Baker eventually retired from the bench and in 2018 wrote an essay in the Washington Post that said she regretted the sentence, advocating for it to be thrown out so he could receive parole.

She said the developments in medical studies of the brains of young people over the past 20 years gave her a new perspective into how crimes committed by young people don't always indicate future behavior because their brains are still developing and are more likely to be rehabilitated.

St. Louis, Bobby Bostic, Life Sentence
Bobby Bostic poses for a portrait July 10, 2014 in the visitation room at the Crossroads Correctional Center in Cameron, Mo., where he has served 23 years of a 241-year sentence for a 1995 robbery. The American Civil Liberties Union of Missouri says the 42-year-old Bostic was granted parole and will be released from prison late next year. Robert Cohen/St. Louis Post-Dispatch via AP File

Baker said at the time that she intended for Bostic to "die in the Department of Corrections."

Bostic for a while found hope in a 2010 U.S. Supreme Court ruling that outlawed life sentences for people under 18 for non-homicide crimes. The Supreme Court, however, declined to hear his case in 2019.

"What I learned too late is that young people's brains are not static; they are in the process of maturing," Baker wrote in her essay.

When the U.S. Supreme Court denied his case, the ACLU worked with the Missouri Legislature to pass a law based on Bostic's case that allows teens imprisoned essentially for life for crimes other than murder to get a parole board review after 15 years.
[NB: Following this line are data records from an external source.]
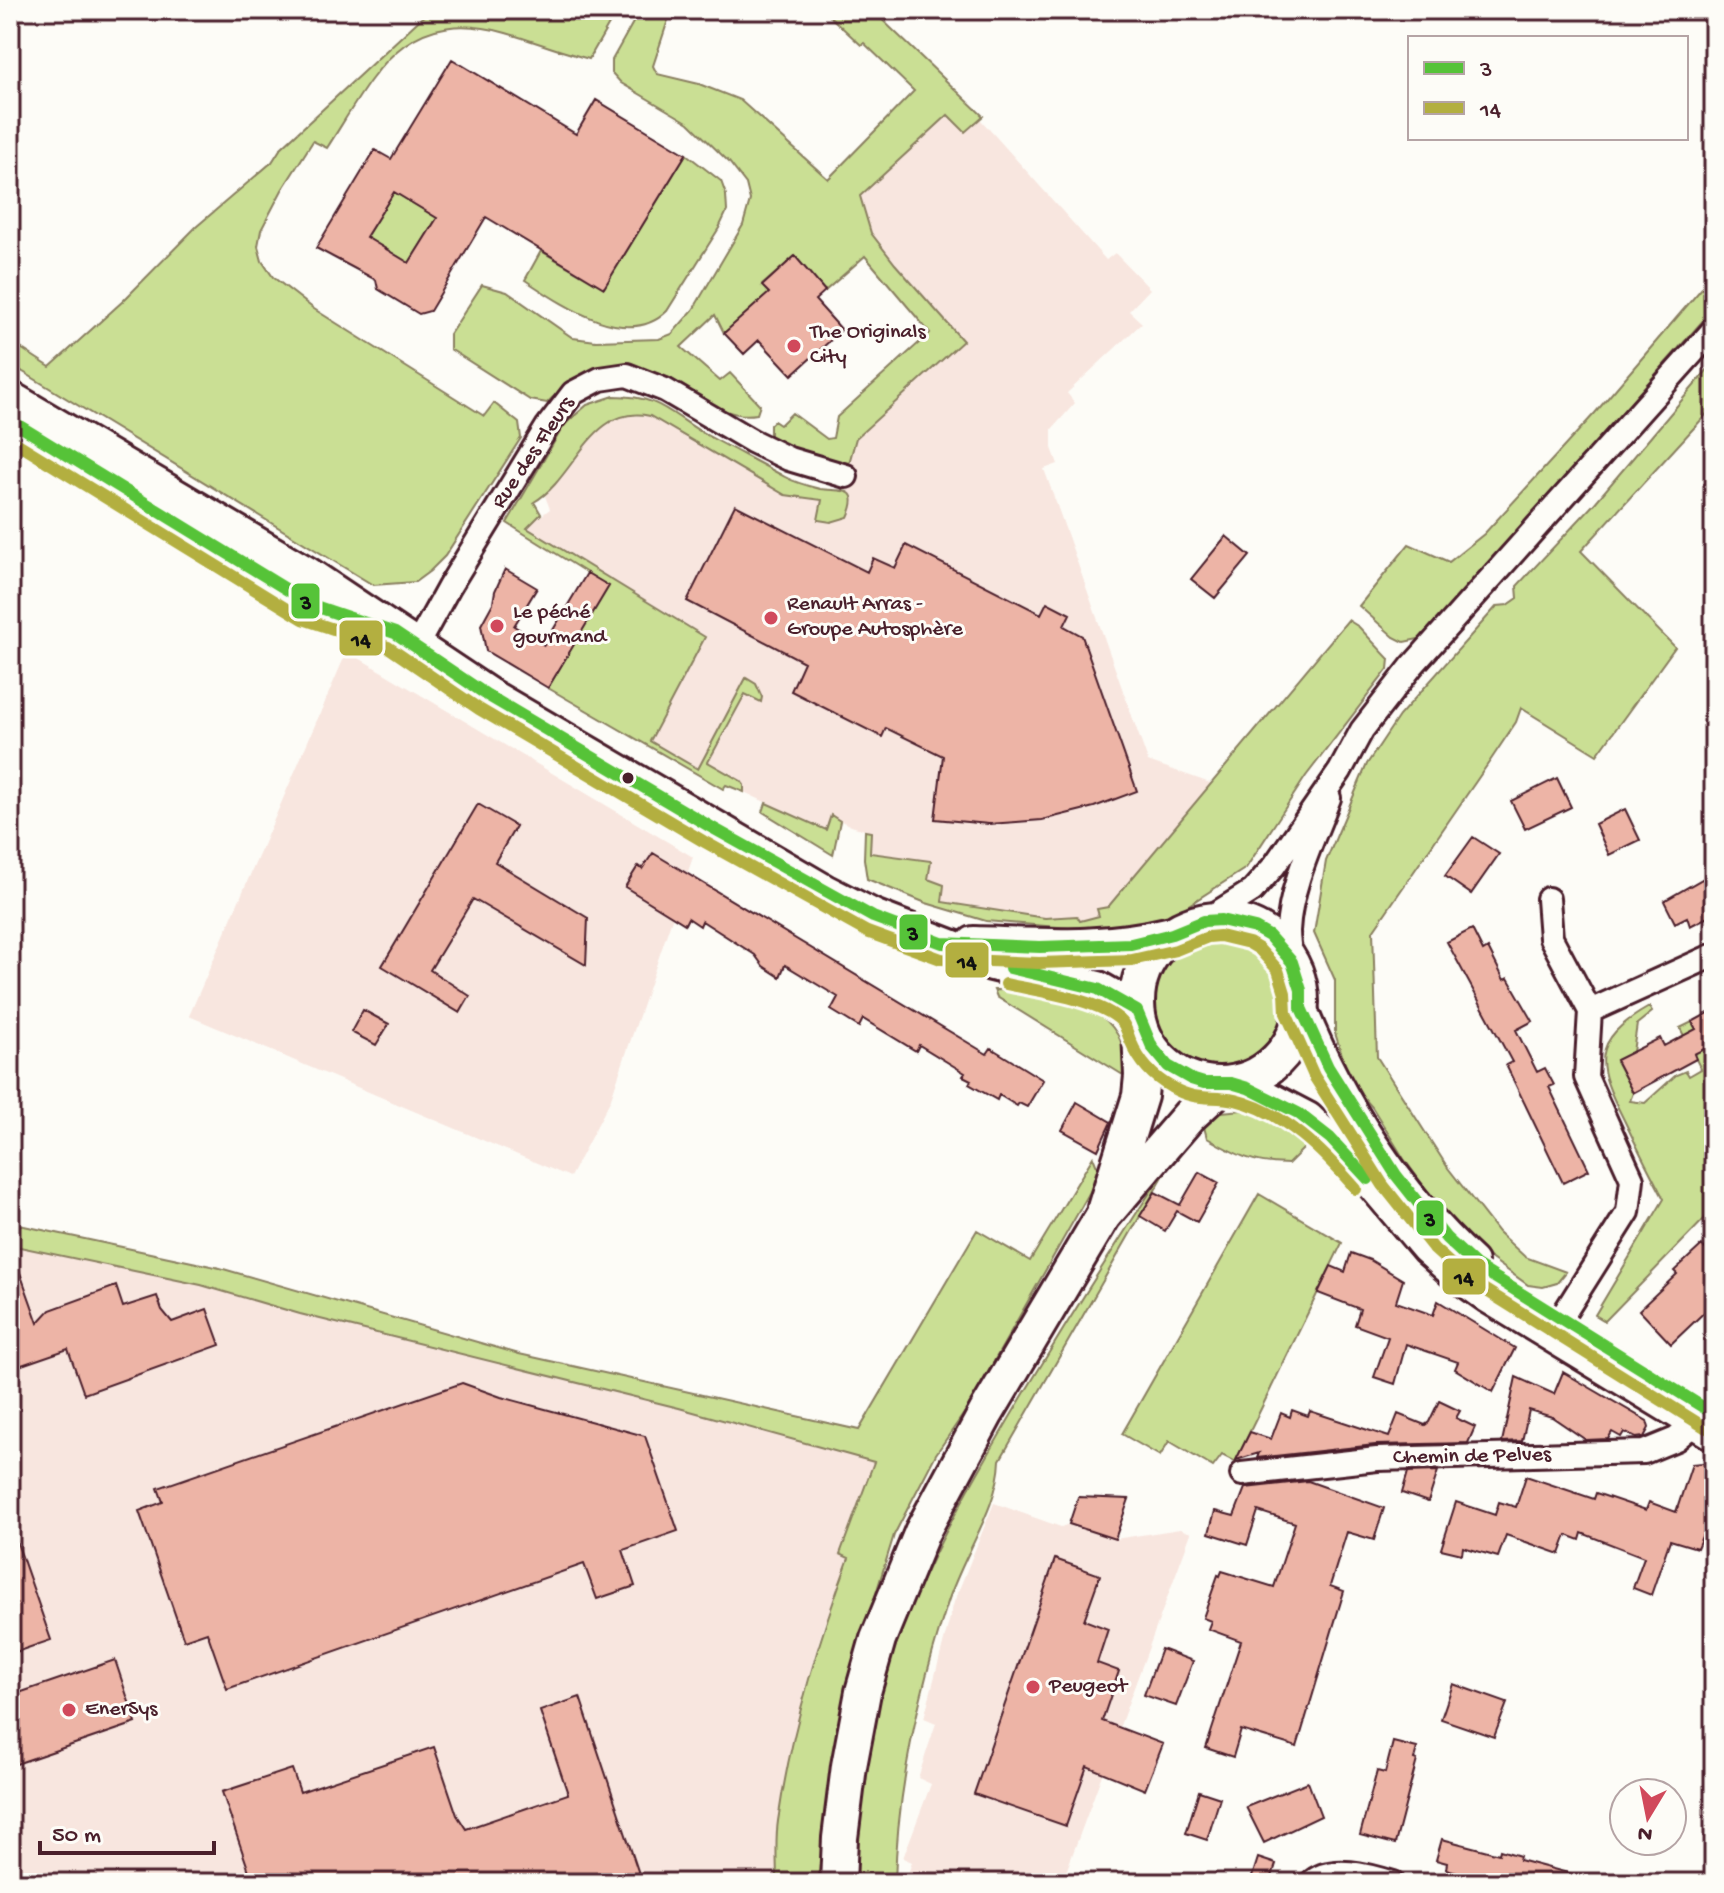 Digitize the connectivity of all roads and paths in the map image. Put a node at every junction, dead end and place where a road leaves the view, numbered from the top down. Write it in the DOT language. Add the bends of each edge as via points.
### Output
graph roads {
  1 [pos="1714,329"];
  2 [pos="10,399"];
  3 [pos="10,420"];
  4 [pos="846,476"];
  5 [pos="405,640"];
  6 [pos="1340,771"];
  7 [pos="1548,899"];
  8 [pos="1204,921"];
  9 [pos="1172,934"];
  10 [pos="942,943"];
  11 [pos="1714,955"];
  12 [pos="1292,962"];
  13 [pos="1301,1008"];
  14 [pos="1590,1011"];
  15 [pos="1138,1019"];
  16 [pos="1229,1084"];
  17 [pos="1103,1216"];
  18 [pos="1560,1320"];
  19 [pos="1708,1424"];
  20 [pos="1242,1474"];
  21 [pos="838,1883"];
  22 [pos="1311,1883"];
  23 [pos="1393,1883"];
  1 -- 6 [label="street" via="1412,666 1362,730"];
  2 -- 5 [label="main road" via="306,574"];
  3 -- 5 [label="main road" via="312,605"];
  4 -- 5 [label="street, Rue des Fleurs" via="789,459 665,390 627,375 600,379 573,393 547,427 456,574"];
  5 -- 10 [label="main road" via="487,695 824,892"];
  6 -- 8 [label="street" via="1252,891"];
  6 -- 12 [label="street" via="1291,911"];
  7 -- 14 [label="street" via="1551,938"];
  8 -- 9 [label="main road"];
  8 -- 12 [label="main road" via="1255,928"];
  9 -- 10 [label="main road" via="1110,945"];
  9 -- 15 [label="main road" via="1144,967 1136,996"];
  10 -- 15 [label="main road" via="992,963 1098,989"];
  11 -- 14 [label="street"];
  12 -- 13 [label="main road"];
  13 -- 16 [label="main road" via="1285,1051 1262,1072"];
  13 -- 18 [label="main road" via="1366,1131 1446,1238 1475,1265"];
  14 -- 18 [label="street" via="1586,1077 1632,1179 1628,1212"];
  15 -- 16 [label="main road" via="1149,1047 1163,1063 1202,1083"];
  15 -- 17 [label="main road" via="1140,1096"];
  16 -- 17 [label="main road" via="1189,1116"];
  16 -- 19 [label="main road" via="1308,1118 1455,1274"];
  17 -- 21 [label="main road" via="986,1413 922,1532 889,1609 854,1736"];
  18 -- 19 [label="main road"];
  19 -- 20 [label="street, Chemin de Pelves" via="1644,1452 1377,1459"];
  22 -- 23 [label="street" via="1318,1876 1339,1874"];
}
The Missouri Department of Corrections on Tuesday confirmed that Bostic is set to be released from prison next Nov. 9. Until then, the department can offer Bostic a variety programs, including job readiness classes and family reunification programs, department spokeswoman Karen Pojmann said.

"We can connect him to various re-entry programs to help ensure his success in society," Pojmann said.

The Associated Press contributed to this report.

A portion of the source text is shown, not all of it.